Namjoo was afraid and she didn’t really know why. This deep sense of apprehension made her knees quaky. She hadn’t been ready for this confrontation. It was hard to open and it didn’t feel like it was her own. Everything Jongin said…was right, but for some reason she was scared to confirm it. Because she would lose the comfort of this home? Lose Jongin? What was it exactly?

Feelings jumbled between a mix of fear and desperation made it impossible for Namjoo to figure out the right things to say. The loan was long linked to when their mother left them helpless. And how could she tell Jongin about that part of her life? How could she ruin that part of his life by telling him he’d stolen her mother? That he lived the life that should have been hers, alongside her mother?

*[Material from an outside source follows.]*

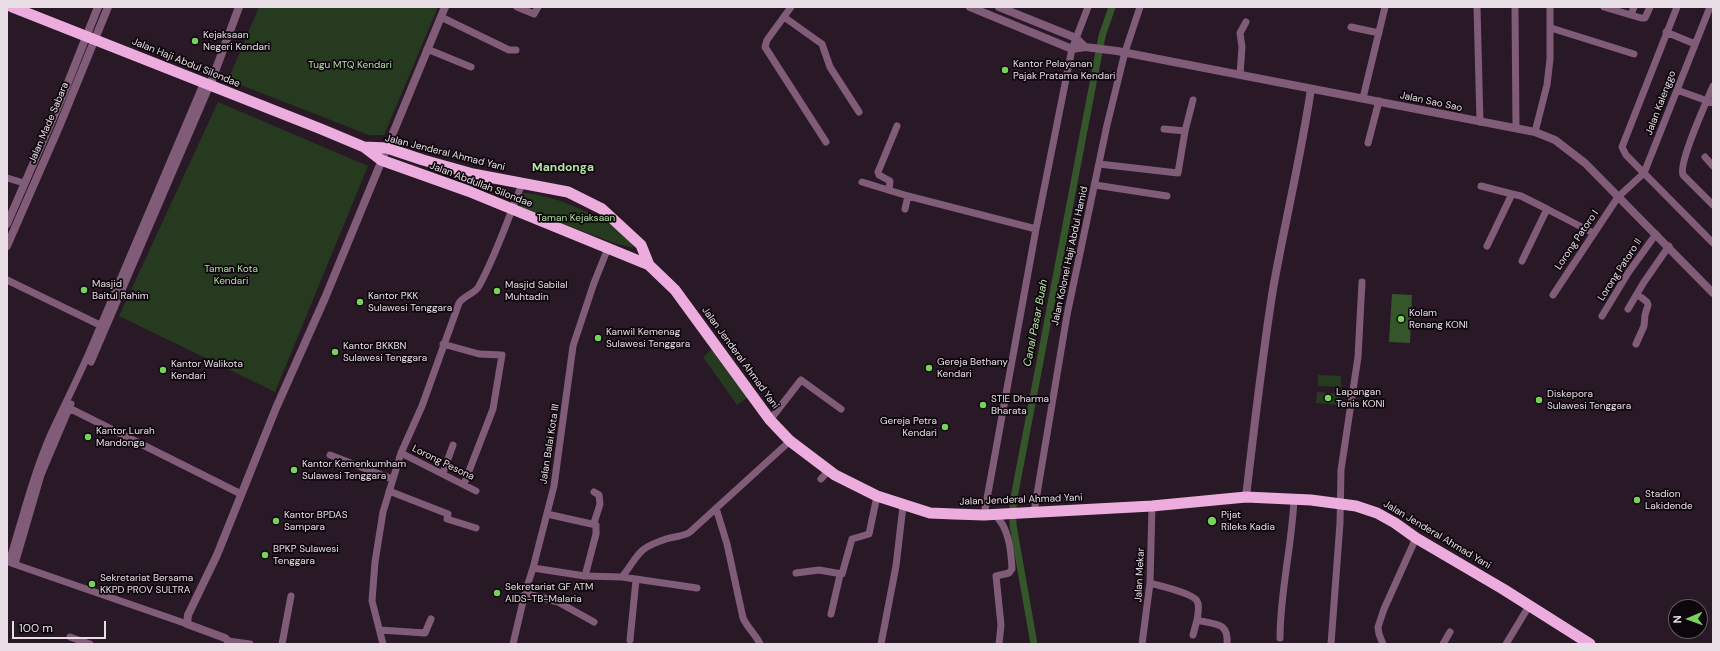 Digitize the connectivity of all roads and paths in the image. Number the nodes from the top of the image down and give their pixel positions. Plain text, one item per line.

“I hate you.” Infuriated Jongin stared at her with icy eyes, his voice hot and heavy with growing fury. “Leave. Get out of my house.”

Something inside her cracked. Her body suddenly didn’t seem like her own body. This hopelessness she had long lost suddenly regained control. The hope in her heart quickly dissolved into butterflies that quickly fluttered away, leaving her bare and empty. Cold washed over her. Her chest suddenly ached wildly. Not just her heart but her entire chest throbbed wholesomely. Someone had drilled a nail into her ribs; someone had reached their hands between the gaps of her cage and grasped her heart, squeezing the pumping organ until it bled. A sudden deep emptiness hugged her, reminding her that she belonged on the streets begging for a home and food to fill her stomach.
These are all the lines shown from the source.